Swimbaits for Walleye
Like bass, walleye love to eat baitfish and that makes a swimbait a perfect weapon for them. Brian Bashore likes to fish them throughout the year but especially likes them in early spring and late fall.
"They are great for fishing the new weeds each spring and into summer," he says. "I also like them late into fall because they are such a versatile lure and you can fish them around weeds and not snag much."
Some of Bashore's favorite swimbaits for walleye are the three and four inch Berkley PowerBait Ripple Shad and similarly sized Strike King Rage Swimmer swimbaits, rigged on a round ball jighead or flat sided VMC Neon Moon Eye jighead in sizes up to 3/8-ounce depending on wind speeds.
Early in the year, Bashore advises to go slow, and he picks up the pace as the year goes on.
"Early spring, I like to cast shallow and work it back," says Bashore. "I'm mostly looking for transitions of sand to rock that time of year. I like to start with a three inch bait in the spring and get to bigger and bigger swimbaits as the season goes on and the baitfish get larger."

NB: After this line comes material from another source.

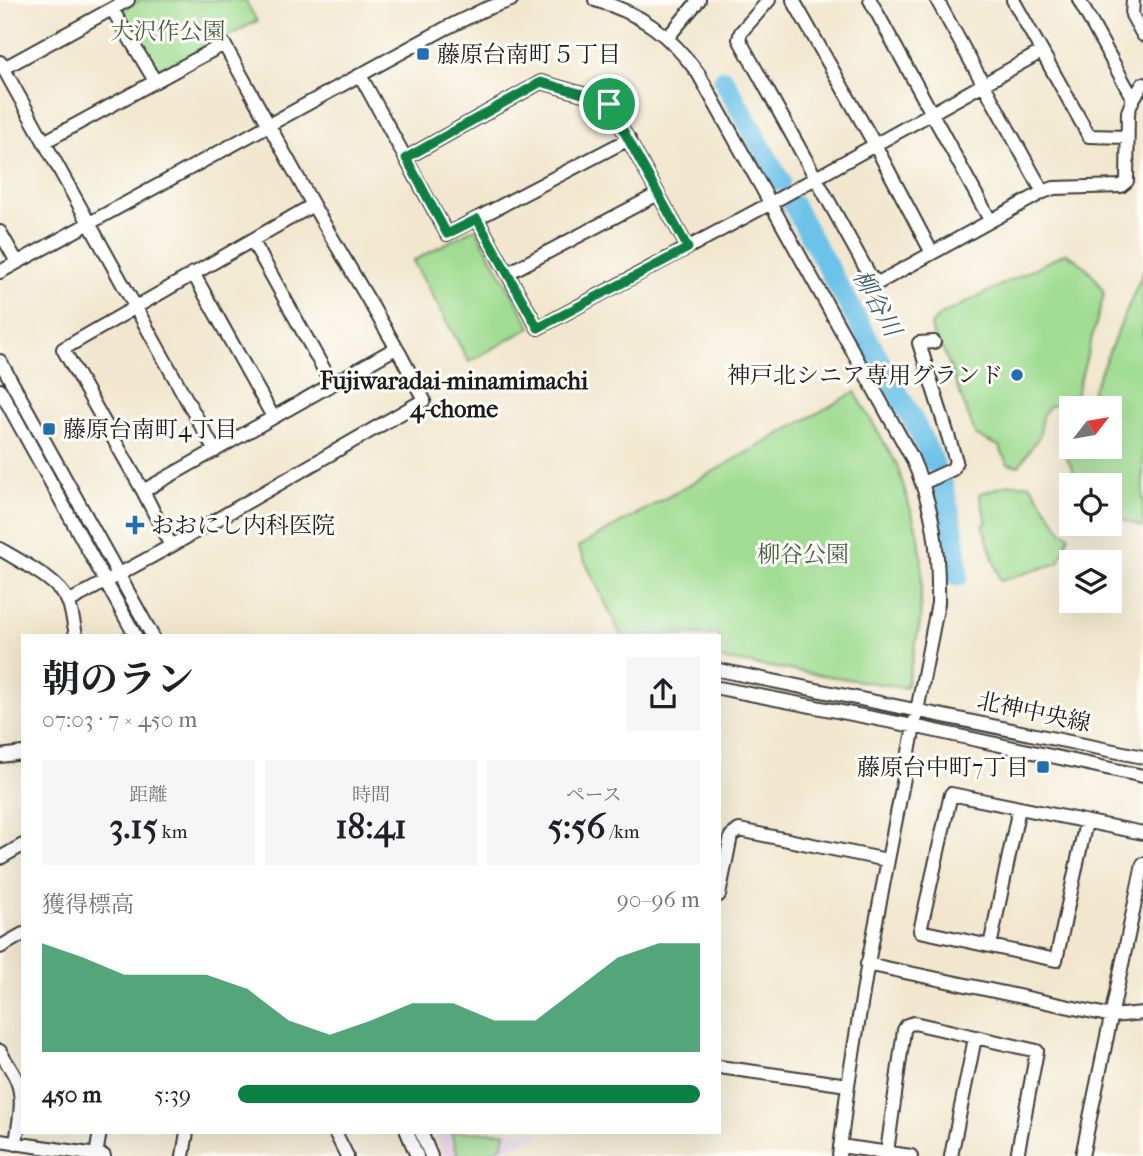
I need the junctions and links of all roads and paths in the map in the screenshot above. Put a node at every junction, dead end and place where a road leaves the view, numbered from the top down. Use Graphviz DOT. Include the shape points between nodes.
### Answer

In addition to the slow and steady retrieve, Bashore gets more aggressive fishing his swimbaits later in the fishing season.
Targeting weedlines and transitions from rock to sand or soft to hard bottom, Bashore rips his swimbaits and lets them fall back down.
"We call it 'rip jigging where you rip it and let it fall on a slack line on a weed edge, transition, or breakline," he said. "It works great when fishing grass where all of the perch are sitting. I also mix it up and use a different color like something with white or blue since there are usually so many perch around, and I want my bait to stand out."
Bashore fishes his swimbaits on spinning gear and prefers 10lb Seaguar Smackdown and pairs it with a leader of 10 to 15lb Gold Label fluorocarbon.
"The Flash Green color helps to detect those subtle bites in the spring, but in the fall, they'll hit it a lot harder when you are ripping it, and I'll use Stealth Gray as well," he said. "Gold Label is such a great leader and a true leader material and it does a great job around rocks and doesn't fray easily. I normally use 10lb Gold Label but go up to 15lb if I am around a lot of pike or muskie and that makes a big difference in getting more of your baits back."
The swimbait has become one of the most versatile and productive lures for anglers targeting gamefish because they work exceptionally well. The biggest decision to make is selecting what size bait to use and that can be determined based on where you are fishing, the size of the baitfish, and size of the fish you are targeting.